=== WHAT TO WORK ON ===
Please return all of the records verbatim, with the pictures omitted.
**** SOURCE MATERIAL
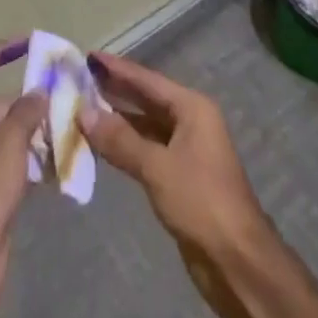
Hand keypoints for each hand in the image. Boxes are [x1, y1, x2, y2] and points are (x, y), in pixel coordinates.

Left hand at [0, 37, 46, 317]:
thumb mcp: (8, 139)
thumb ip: (27, 110)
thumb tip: (39, 91)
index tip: (27, 44)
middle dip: (29, 97)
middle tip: (64, 90)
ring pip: (11, 135)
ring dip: (37, 129)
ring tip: (72, 122)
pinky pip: (16, 164)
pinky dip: (37, 159)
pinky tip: (64, 158)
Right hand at [80, 51, 274, 317]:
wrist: (237, 261)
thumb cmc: (201, 202)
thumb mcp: (157, 167)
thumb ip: (120, 140)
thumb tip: (84, 113)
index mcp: (192, 108)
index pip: (147, 80)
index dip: (118, 68)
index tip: (89, 56)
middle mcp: (190, 122)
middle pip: (147, 99)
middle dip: (115, 91)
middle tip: (80, 79)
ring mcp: (186, 150)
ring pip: (145, 126)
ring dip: (118, 120)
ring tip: (83, 109)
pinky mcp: (179, 177)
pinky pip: (147, 150)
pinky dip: (126, 146)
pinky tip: (103, 145)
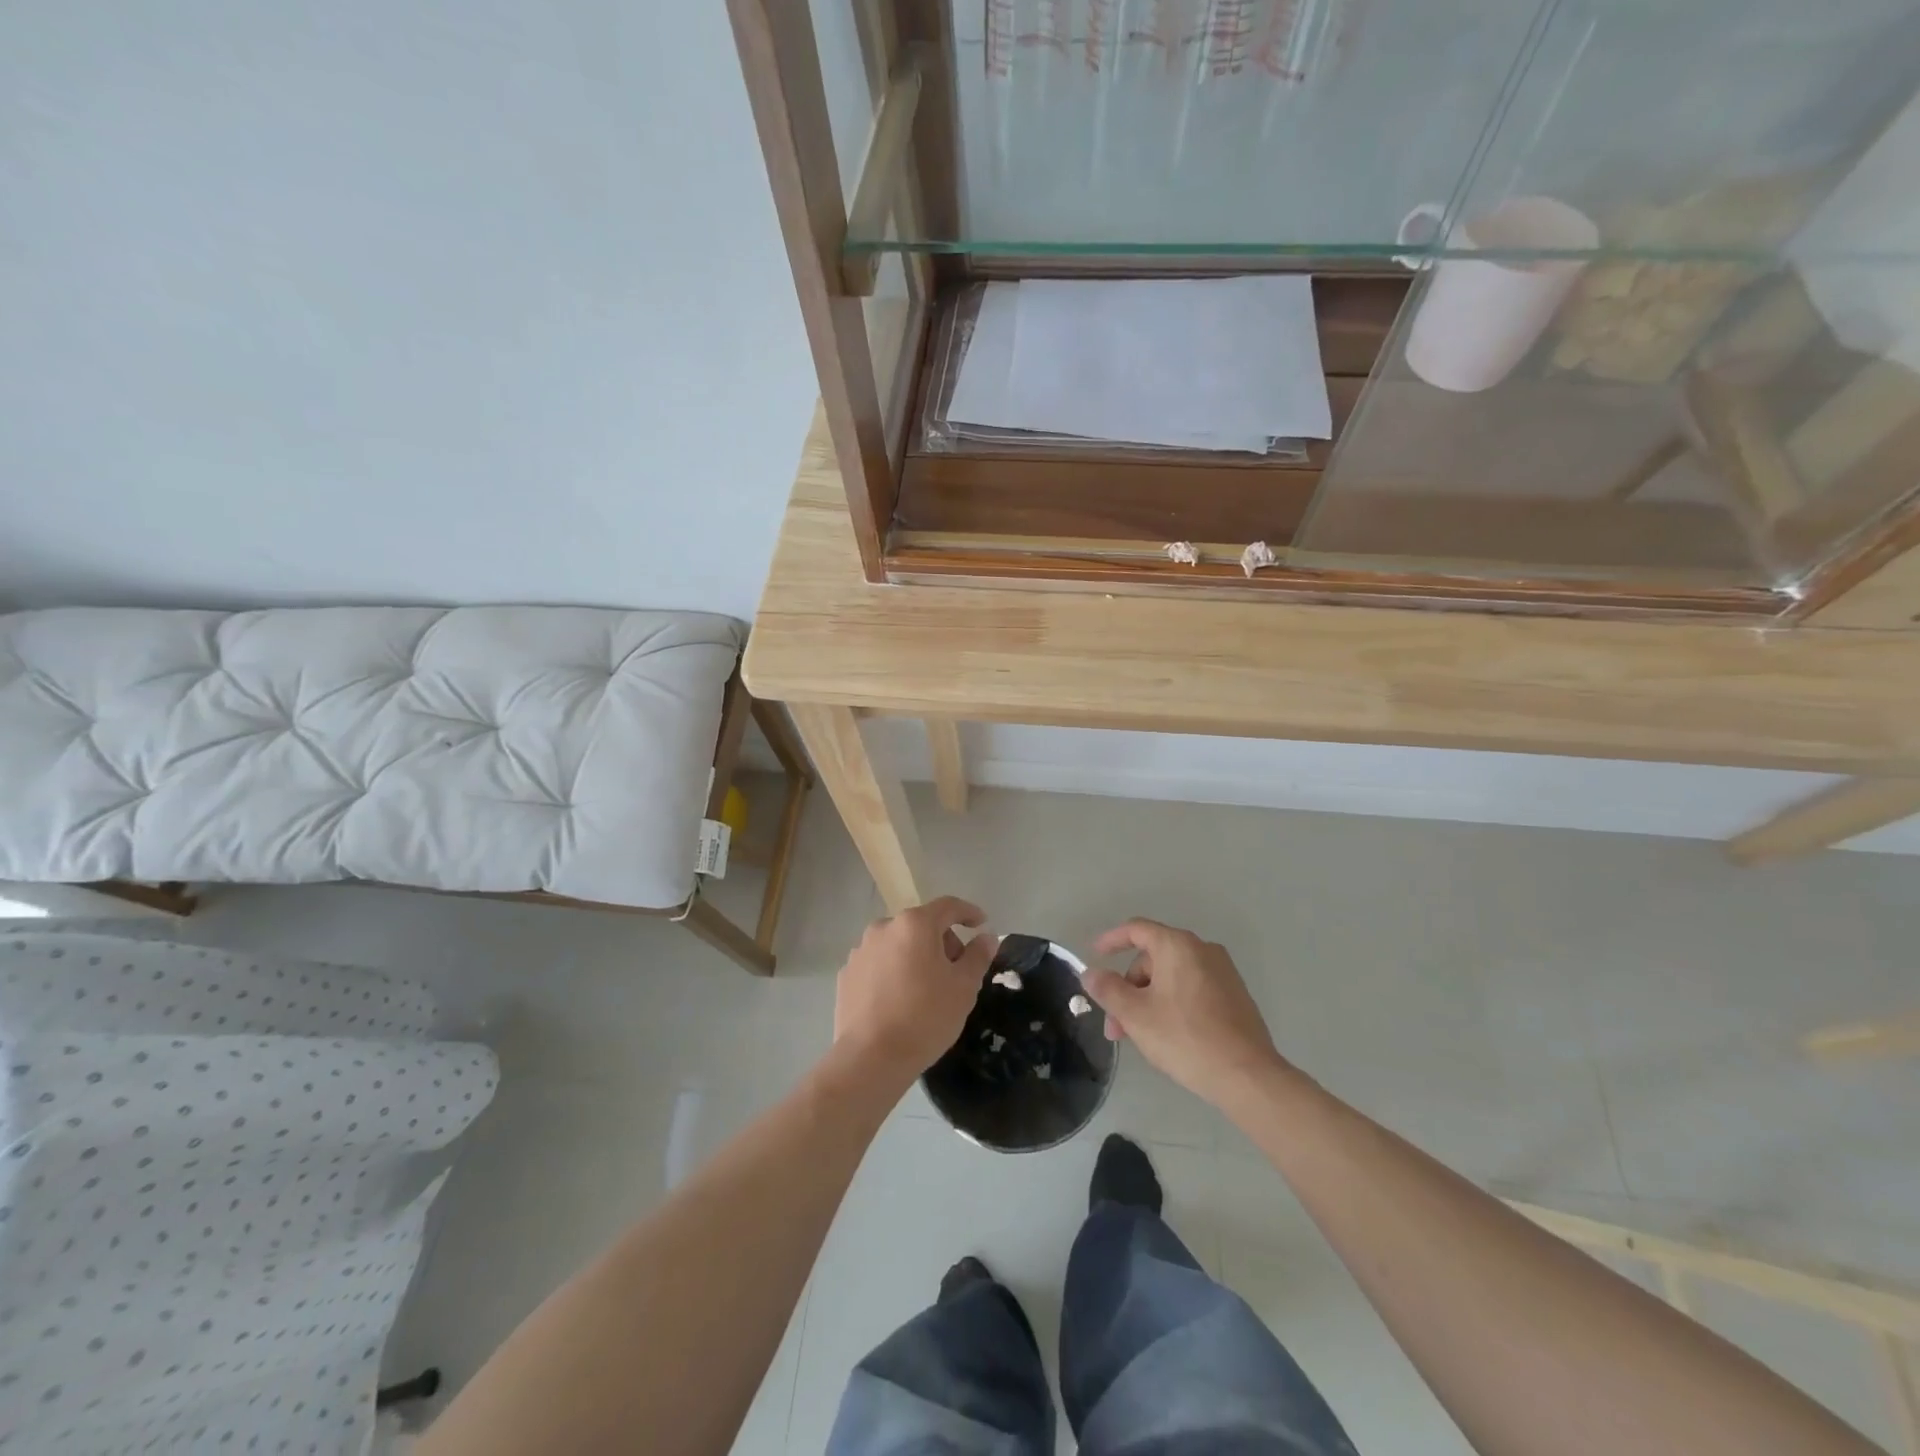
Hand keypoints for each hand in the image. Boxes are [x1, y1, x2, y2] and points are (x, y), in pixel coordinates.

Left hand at [834, 897, 997, 1088]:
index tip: (981, 923)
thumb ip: (978, 956)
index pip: (948, 906)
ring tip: (925, 989)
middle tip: (956, 971)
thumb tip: (986, 937)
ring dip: (915, 956)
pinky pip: (878, 964)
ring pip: (898, 944)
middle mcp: (884, 928)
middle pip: (921, 925)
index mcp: (915, 924)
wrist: (870, 1058)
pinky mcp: (847, 974)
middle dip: (942, 941)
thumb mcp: (964, 987)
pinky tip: (899, 1000)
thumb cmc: (925, 1017)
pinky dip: (893, 972)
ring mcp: (860, 951)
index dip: (968, 912)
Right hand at [1083, 919, 1285, 1107]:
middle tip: (1116, 1025)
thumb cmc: (1185, 1037)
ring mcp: (1223, 973)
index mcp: (1177, 945)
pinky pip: (1192, 989)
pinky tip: (1168, 1035)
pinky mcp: (1235, 996)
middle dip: (1129, 988)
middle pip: (1152, 958)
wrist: (1247, 1076)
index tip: (1095, 954)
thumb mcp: (1135, 1015)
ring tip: (1138, 1037)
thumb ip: (1108, 989)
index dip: (1111, 940)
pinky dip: (1172, 1003)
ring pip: (1171, 977)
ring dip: (1148, 1000)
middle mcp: (1202, 950)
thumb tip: (1091, 973)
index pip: (1136, 929)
********
=== YOUR RESPONSE ===
Hand keypoints for each hand in the image. Boxes are [x1, y1, x2, y2] and points are (x, y), in pixel coordinates.

Left hand at [0, 37, 46, 317]:
thumb mcp: (8, 139)
thumb ip: (27, 110)
thumb tip: (39, 91)
index tip: (27, 44)
middle dip: (29, 97)
middle tip: (64, 90)
ring pip: (11, 135)
ring dip: (37, 129)
ring tip: (72, 122)
pinky pip: (16, 164)
pinky dip: (37, 159)
pinky tip: (64, 158)
Right hand at [80, 51, 274, 317]:
wrist: (237, 261)
thumb cmc: (201, 202)
thumb mcp: (157, 167)
thumb ip: (120, 140)
thumb tip: (84, 113)
index mcp: (192, 108)
index pip: (147, 80)
index dip: (118, 68)
index tip: (89, 56)
middle mcp: (190, 122)
middle pip: (147, 99)
middle dip: (115, 91)
middle tip: (80, 79)
ring mcp: (186, 150)
ring pip: (145, 126)
ring dip: (118, 120)
ring tip: (83, 109)
pinky mcp: (179, 177)
pinky pip: (147, 150)
pinky dip: (126, 146)
pinky tip: (103, 145)
Hand keypoints for each hand in the image. Boxes are [x1, y1, x2, y2] and points are (x, y), in pixel coordinates.

Left hand at [834, 897, 997, 1088]:
index tip: (981, 923)
thumb ip: (978, 956)
index pip: (948, 906)
ring tip: (925, 989)
middle tip: (956, 971)
thumb tip: (986, 937)
ring dip: (915, 956)
pinky pip: (878, 964)
ring pip: (898, 944)
middle mcp: (884, 928)
middle pip: (921, 925)
index mcp: (915, 924)
wrist: (870, 1058)
pinky mcp: (847, 974)
middle dip: (942, 941)
thumb mcp: (964, 987)
pinky tip: (899, 1000)
thumb cmc: (925, 1017)
pinky dip: (893, 972)
ring mcp: (860, 951)
index dip: (968, 912)
Right hand at [1083, 919, 1285, 1107]:
middle tip: (1116, 1025)
thumb cmc: (1185, 1037)
ring mcp: (1223, 973)
index mcp: (1177, 945)
pinky pip: (1192, 989)
pinky tip: (1168, 1035)
pinky mcp: (1235, 996)
middle dip: (1129, 988)
middle pip: (1152, 958)
wrist: (1247, 1076)
index tip: (1095, 954)
thumb mcp: (1135, 1015)
ring tip: (1138, 1037)
thumb ip: (1108, 989)
index dip: (1111, 940)
pinky dip: (1172, 1003)
ring pip: (1171, 977)
ring dip: (1148, 1000)
middle mcp: (1202, 950)
thumb tip: (1091, 973)
index pip: (1136, 929)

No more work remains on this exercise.